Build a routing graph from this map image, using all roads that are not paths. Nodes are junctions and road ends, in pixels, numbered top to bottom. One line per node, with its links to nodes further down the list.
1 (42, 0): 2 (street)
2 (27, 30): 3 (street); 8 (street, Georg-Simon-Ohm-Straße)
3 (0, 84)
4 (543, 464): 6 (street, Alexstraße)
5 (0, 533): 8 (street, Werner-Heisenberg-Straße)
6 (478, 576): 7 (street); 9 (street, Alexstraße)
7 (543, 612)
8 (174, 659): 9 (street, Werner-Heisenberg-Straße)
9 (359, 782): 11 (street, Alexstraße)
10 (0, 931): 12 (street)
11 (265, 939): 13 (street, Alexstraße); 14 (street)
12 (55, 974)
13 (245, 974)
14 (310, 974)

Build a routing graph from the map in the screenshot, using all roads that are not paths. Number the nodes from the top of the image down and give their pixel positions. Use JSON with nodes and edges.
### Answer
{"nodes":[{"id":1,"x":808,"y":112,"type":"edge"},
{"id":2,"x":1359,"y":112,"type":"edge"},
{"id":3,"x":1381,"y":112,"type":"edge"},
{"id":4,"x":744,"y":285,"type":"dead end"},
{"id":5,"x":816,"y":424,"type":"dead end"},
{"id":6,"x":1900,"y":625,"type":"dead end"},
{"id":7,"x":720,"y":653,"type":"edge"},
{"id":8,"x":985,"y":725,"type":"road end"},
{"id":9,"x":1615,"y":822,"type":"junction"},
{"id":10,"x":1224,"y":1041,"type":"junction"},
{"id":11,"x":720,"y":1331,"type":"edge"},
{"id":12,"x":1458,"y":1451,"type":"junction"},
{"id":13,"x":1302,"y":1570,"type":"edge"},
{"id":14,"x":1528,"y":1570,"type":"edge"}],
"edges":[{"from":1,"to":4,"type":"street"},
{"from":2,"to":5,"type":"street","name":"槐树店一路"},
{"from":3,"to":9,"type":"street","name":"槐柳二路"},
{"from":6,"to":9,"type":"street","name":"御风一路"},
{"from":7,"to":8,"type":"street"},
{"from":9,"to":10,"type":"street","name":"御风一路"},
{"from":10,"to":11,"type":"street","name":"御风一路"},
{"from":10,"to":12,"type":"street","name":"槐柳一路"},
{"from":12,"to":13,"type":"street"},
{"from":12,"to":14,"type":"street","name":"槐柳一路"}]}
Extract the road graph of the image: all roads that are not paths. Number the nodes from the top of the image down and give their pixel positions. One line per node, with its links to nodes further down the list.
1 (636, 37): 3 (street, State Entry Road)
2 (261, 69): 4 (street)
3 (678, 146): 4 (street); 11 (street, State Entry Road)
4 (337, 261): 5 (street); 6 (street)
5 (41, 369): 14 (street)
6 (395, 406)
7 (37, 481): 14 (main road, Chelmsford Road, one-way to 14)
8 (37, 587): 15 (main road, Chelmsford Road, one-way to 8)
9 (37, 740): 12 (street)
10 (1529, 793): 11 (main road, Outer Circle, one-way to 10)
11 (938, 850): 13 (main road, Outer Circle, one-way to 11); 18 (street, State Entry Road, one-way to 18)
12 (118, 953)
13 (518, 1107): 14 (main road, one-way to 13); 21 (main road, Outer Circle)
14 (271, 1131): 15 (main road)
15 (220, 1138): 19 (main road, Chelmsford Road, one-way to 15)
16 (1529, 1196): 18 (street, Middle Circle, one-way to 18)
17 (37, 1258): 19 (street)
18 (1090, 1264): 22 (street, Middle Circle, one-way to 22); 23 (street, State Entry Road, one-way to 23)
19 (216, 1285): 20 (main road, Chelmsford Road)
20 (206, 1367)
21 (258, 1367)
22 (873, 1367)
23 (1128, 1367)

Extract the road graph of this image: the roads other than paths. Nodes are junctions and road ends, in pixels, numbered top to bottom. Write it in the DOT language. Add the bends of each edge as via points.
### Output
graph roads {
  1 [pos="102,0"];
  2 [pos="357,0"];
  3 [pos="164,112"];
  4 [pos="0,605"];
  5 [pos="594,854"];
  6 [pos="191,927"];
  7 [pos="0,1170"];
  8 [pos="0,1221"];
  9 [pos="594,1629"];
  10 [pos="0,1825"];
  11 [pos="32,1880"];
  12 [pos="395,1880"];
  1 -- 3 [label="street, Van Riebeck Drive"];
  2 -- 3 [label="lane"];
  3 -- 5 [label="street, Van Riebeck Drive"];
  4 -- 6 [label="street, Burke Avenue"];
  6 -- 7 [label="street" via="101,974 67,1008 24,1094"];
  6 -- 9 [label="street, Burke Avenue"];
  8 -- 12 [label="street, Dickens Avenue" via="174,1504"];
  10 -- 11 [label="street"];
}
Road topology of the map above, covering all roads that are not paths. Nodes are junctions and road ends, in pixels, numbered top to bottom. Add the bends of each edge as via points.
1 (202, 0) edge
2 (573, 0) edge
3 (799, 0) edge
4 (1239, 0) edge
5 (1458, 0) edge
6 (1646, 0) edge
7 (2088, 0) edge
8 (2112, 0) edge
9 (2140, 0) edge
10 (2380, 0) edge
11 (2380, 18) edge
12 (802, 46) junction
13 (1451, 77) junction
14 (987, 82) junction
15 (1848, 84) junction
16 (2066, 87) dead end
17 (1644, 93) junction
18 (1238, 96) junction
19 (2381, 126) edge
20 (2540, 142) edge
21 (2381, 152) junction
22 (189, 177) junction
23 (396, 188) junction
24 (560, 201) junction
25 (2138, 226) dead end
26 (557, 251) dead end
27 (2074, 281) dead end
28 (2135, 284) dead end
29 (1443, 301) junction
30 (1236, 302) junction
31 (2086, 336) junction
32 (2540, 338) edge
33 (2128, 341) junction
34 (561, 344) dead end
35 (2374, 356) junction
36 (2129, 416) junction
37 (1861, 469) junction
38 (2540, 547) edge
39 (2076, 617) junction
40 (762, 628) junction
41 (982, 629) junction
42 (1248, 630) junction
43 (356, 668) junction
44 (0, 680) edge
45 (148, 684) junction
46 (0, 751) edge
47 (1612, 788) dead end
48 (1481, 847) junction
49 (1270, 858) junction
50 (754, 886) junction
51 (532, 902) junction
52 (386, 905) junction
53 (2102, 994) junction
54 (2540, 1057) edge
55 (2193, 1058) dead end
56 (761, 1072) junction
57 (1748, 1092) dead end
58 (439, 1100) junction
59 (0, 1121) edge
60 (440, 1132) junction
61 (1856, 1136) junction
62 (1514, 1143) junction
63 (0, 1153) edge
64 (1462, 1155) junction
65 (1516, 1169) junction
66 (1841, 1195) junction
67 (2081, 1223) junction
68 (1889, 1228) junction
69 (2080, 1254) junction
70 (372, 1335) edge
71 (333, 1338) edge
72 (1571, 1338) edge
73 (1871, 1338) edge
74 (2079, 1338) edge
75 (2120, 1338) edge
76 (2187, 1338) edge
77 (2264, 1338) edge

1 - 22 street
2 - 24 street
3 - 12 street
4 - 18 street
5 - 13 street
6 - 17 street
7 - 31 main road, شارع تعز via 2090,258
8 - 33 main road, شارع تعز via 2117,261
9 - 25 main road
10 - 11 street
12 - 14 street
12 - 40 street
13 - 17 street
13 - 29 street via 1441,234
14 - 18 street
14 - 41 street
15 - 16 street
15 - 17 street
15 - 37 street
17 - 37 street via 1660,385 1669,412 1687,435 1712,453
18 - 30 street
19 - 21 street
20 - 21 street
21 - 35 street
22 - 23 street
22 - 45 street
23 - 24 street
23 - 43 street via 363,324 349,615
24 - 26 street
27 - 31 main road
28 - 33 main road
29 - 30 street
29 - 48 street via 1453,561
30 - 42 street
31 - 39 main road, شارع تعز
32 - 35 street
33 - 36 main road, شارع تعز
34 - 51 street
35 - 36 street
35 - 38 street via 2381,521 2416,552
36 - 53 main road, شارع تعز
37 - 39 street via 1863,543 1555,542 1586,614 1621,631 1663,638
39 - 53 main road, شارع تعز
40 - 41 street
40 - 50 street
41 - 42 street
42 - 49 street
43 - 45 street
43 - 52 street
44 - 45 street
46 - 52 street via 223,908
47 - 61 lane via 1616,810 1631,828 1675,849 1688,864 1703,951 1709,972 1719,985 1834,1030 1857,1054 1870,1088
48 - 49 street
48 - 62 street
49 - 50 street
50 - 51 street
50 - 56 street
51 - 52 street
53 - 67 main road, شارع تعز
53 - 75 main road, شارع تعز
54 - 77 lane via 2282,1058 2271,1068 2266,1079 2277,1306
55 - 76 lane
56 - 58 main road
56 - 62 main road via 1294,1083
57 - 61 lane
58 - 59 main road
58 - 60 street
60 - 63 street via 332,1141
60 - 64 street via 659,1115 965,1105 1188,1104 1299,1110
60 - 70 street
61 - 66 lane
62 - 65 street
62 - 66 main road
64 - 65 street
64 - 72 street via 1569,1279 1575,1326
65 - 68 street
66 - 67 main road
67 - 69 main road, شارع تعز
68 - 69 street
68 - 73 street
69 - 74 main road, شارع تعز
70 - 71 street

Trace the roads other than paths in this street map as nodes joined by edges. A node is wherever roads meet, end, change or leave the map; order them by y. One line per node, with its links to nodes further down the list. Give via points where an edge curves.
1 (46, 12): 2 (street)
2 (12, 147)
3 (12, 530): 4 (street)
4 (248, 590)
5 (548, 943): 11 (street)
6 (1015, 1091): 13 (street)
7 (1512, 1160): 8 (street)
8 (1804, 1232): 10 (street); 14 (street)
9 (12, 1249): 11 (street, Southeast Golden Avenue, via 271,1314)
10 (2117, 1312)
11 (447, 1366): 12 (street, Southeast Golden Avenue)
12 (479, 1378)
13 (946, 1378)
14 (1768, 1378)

TASK OBJECTIVE —
Count every line of the material above that holds the string "Riebeck", then state only the total.

SOLUTION BELOW —
2